While the idea of shared interests between corporations, like BlueScope, and the people of cities like Wollongong, continues to restrict worker’s power and imaginations, unionists are still engaged in important struggles within their workplaces and outside them. Recently, there has been a proliferation of struggles around re/production – involving the creation of new organisational forms, alternative ways of being and different social relations. In Wollongong, unions remain an important part of these struggles. Still, traditional unionism is increasingly outdated and unable to represent a variety of domestic workers, students, unemployed people, cash-in-hand workers, the poor, mobile and flexible workers on short-term contracts, all of whom actively participate in social production and wealth creation.

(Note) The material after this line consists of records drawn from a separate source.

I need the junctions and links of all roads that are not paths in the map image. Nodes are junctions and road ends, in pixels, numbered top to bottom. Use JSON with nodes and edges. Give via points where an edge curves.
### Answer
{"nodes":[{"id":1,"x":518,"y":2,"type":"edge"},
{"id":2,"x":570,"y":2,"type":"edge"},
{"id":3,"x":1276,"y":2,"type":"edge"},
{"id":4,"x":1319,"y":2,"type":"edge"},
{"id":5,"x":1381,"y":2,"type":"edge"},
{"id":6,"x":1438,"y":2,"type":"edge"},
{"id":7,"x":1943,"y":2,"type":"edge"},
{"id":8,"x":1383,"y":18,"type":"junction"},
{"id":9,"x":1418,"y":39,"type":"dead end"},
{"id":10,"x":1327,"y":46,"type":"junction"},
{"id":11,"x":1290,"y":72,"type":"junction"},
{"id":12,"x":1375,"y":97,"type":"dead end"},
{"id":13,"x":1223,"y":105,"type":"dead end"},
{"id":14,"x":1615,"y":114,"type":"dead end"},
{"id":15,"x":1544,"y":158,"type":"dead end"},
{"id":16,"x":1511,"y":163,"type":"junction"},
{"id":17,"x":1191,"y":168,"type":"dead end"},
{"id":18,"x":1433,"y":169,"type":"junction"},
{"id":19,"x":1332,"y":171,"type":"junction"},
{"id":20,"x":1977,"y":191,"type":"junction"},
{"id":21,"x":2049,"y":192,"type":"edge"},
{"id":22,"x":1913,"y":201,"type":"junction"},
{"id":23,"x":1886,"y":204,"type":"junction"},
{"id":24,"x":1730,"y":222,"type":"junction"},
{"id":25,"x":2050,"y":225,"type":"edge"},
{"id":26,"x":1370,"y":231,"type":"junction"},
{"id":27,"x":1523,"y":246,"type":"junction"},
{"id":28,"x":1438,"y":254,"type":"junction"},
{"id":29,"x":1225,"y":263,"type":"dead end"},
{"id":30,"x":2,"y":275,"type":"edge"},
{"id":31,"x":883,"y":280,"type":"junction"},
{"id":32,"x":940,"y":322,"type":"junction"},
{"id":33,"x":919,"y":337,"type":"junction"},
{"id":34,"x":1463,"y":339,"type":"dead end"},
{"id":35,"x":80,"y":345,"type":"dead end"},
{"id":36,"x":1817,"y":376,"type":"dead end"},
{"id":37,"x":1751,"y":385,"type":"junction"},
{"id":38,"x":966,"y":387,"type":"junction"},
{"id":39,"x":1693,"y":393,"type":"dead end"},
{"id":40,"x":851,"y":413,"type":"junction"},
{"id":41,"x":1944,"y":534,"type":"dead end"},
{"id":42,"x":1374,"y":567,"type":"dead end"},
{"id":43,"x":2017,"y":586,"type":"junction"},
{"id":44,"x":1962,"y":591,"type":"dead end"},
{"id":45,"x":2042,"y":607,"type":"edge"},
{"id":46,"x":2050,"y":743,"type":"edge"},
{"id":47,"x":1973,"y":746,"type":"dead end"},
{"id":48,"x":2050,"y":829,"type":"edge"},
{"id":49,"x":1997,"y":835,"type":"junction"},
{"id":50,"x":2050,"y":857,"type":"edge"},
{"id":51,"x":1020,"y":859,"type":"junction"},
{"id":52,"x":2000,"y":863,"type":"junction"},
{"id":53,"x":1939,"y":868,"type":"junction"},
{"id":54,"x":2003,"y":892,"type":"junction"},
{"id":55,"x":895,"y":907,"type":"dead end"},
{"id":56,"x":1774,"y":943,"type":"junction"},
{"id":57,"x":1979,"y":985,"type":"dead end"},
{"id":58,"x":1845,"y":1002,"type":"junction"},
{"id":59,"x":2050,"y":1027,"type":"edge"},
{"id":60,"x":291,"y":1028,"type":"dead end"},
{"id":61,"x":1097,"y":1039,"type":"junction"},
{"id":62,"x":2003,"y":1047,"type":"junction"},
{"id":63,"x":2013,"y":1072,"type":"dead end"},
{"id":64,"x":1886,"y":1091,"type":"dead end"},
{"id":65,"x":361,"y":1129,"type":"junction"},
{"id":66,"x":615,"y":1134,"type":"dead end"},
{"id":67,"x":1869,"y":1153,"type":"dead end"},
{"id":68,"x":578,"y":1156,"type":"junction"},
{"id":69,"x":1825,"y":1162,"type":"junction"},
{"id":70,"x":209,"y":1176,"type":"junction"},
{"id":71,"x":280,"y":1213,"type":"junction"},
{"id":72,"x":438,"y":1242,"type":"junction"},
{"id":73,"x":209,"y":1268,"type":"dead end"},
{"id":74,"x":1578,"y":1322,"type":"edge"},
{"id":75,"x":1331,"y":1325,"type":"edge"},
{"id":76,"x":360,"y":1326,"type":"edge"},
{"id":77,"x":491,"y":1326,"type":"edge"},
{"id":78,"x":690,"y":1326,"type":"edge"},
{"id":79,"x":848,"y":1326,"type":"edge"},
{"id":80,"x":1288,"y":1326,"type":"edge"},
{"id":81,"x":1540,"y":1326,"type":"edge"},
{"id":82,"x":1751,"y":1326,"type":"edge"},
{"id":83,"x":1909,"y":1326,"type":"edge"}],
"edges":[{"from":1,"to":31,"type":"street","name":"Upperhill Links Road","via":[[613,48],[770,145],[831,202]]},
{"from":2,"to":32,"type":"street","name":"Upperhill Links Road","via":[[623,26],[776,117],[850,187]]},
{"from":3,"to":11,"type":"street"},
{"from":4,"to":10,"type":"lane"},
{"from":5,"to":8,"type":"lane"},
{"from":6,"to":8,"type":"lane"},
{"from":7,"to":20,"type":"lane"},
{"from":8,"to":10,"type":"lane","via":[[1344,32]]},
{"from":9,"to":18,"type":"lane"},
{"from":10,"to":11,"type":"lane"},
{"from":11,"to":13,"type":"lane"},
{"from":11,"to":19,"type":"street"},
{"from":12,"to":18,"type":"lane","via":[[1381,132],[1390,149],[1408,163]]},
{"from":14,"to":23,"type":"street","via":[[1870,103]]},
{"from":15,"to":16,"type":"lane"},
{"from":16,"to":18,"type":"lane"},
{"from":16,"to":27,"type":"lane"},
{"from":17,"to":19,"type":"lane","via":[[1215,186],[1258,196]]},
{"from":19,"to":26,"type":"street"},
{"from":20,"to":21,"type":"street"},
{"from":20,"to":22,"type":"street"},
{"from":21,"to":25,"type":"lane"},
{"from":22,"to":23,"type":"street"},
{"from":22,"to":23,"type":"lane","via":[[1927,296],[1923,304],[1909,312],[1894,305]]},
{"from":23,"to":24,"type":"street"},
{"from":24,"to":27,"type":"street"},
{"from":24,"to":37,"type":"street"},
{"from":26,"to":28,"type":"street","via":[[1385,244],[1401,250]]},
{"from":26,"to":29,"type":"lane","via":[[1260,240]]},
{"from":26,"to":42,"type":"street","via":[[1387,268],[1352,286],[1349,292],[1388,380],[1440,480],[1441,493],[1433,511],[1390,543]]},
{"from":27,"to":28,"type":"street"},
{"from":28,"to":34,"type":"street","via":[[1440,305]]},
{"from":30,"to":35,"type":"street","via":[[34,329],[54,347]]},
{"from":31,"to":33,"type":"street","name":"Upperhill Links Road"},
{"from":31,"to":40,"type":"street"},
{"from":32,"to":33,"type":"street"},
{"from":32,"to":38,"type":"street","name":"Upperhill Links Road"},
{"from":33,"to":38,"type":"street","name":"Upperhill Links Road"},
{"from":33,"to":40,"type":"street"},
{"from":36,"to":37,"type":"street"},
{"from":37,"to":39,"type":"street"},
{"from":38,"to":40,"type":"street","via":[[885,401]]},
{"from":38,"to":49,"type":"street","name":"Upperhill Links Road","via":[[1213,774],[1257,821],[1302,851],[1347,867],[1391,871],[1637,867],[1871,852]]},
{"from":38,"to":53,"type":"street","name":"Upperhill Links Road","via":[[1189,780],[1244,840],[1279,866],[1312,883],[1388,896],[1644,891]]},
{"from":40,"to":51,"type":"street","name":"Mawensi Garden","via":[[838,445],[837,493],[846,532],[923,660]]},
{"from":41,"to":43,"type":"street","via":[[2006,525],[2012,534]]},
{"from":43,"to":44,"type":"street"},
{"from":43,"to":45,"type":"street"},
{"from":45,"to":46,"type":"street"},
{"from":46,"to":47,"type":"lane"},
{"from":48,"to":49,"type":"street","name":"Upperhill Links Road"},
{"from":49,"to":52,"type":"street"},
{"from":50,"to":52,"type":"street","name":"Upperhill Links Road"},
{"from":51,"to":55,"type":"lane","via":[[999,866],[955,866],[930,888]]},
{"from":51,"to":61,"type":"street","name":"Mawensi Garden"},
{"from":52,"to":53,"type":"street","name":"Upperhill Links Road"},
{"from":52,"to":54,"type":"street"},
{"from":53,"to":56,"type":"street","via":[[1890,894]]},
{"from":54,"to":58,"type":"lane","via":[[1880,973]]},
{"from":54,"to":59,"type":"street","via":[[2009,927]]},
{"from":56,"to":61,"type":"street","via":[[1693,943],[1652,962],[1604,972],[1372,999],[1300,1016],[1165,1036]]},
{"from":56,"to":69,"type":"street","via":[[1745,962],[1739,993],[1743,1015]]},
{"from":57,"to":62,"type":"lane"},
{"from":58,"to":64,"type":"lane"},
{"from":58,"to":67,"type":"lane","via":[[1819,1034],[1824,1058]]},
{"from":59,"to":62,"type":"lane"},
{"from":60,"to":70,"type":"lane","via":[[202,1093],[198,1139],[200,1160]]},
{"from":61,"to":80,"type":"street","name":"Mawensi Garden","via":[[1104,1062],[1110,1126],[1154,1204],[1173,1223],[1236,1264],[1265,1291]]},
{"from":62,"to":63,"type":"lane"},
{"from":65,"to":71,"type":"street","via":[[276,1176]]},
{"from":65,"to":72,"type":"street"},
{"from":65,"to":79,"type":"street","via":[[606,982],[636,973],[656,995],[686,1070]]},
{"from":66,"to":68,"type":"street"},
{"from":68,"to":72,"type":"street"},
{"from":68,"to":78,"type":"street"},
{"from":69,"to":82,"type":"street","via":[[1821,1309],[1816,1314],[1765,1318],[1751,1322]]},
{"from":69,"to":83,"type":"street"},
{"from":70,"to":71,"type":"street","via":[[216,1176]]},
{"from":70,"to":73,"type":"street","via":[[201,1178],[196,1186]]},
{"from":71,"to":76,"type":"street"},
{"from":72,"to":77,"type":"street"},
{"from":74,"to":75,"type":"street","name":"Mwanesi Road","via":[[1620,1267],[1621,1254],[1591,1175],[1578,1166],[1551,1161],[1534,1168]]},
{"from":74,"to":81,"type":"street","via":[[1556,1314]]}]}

There is clearly a need for democratic and powerful worker’s self-organisation to strive for better jobs, wages, working conditions and shorter work hours. A range of contemporary social movements are engendered by the bureaucratisation, corruption, conservatism and internal immobility within the union movement. These new forms of ‘social movement unionism’ are an organised expression of people doing something for themselves across the entire realm of social labour. They reflect changing ideas and practices of work and new strategies that seek to empower the individual and the collective.
Today, in Wollongong important struggles include;
Mutual aid and solidarity networks supporting individuals and collectives – most obviously young people, women, queers, refugees, indigenous communities, disabled, unemployed and poor people – via a wide range of activities and initiatives. From the micro to the macro level, social movements are countering patriarchy and transforming gender relations, challenging racism and constructing anti-racist community action.
Wollongong march against forced closure of Aboriginal communities. (May 1st 2015)
Many people are experimenting with different ways to address issues of personal and collective safety, around issues of peace, terrorism, domestic violence, mental health, well-being, etc. helping to create alternative forms of relating, communicating, cooperating and re/producing.
Wollongong ‘Reclaim the Night’ (October 2015)
There has also been a growth of consciousness raising, radical education, media and cultural production – including alternative news & analysis, gigs, performances, blogs, reading groups, radical history production and dissemination, films, videos, online debates, discussion, publication, etc.
University of Wollongong Feminist Society – Free School.
Here in ‘the Gong’ powerful environmental movements range from those opposing coal seam gas and other fossil fuel production, right through to a growing network of alternative food production, distribution and exchange experiments.
Current ‘work’/‘workplace’ struggles and contemporary class power is more diffuse, fluid, mobile, diverse and informal than traditionally understood. Many people are seeking to develop new ways to survive without capitalist work, to thrive in opposition to capitalist institutions, to unleash people’s power and potential, to build more democratic relationships, so we can better organise our own lives. Confronting capitalism involves much more widespread and complex considerations of wealth, the value of wages/money and consumerism. In Wollongong, a wide range of contemporary social movements involve a deep questioning of the purpose of work and production. They also remind us that the future tale of this city is yet to be written.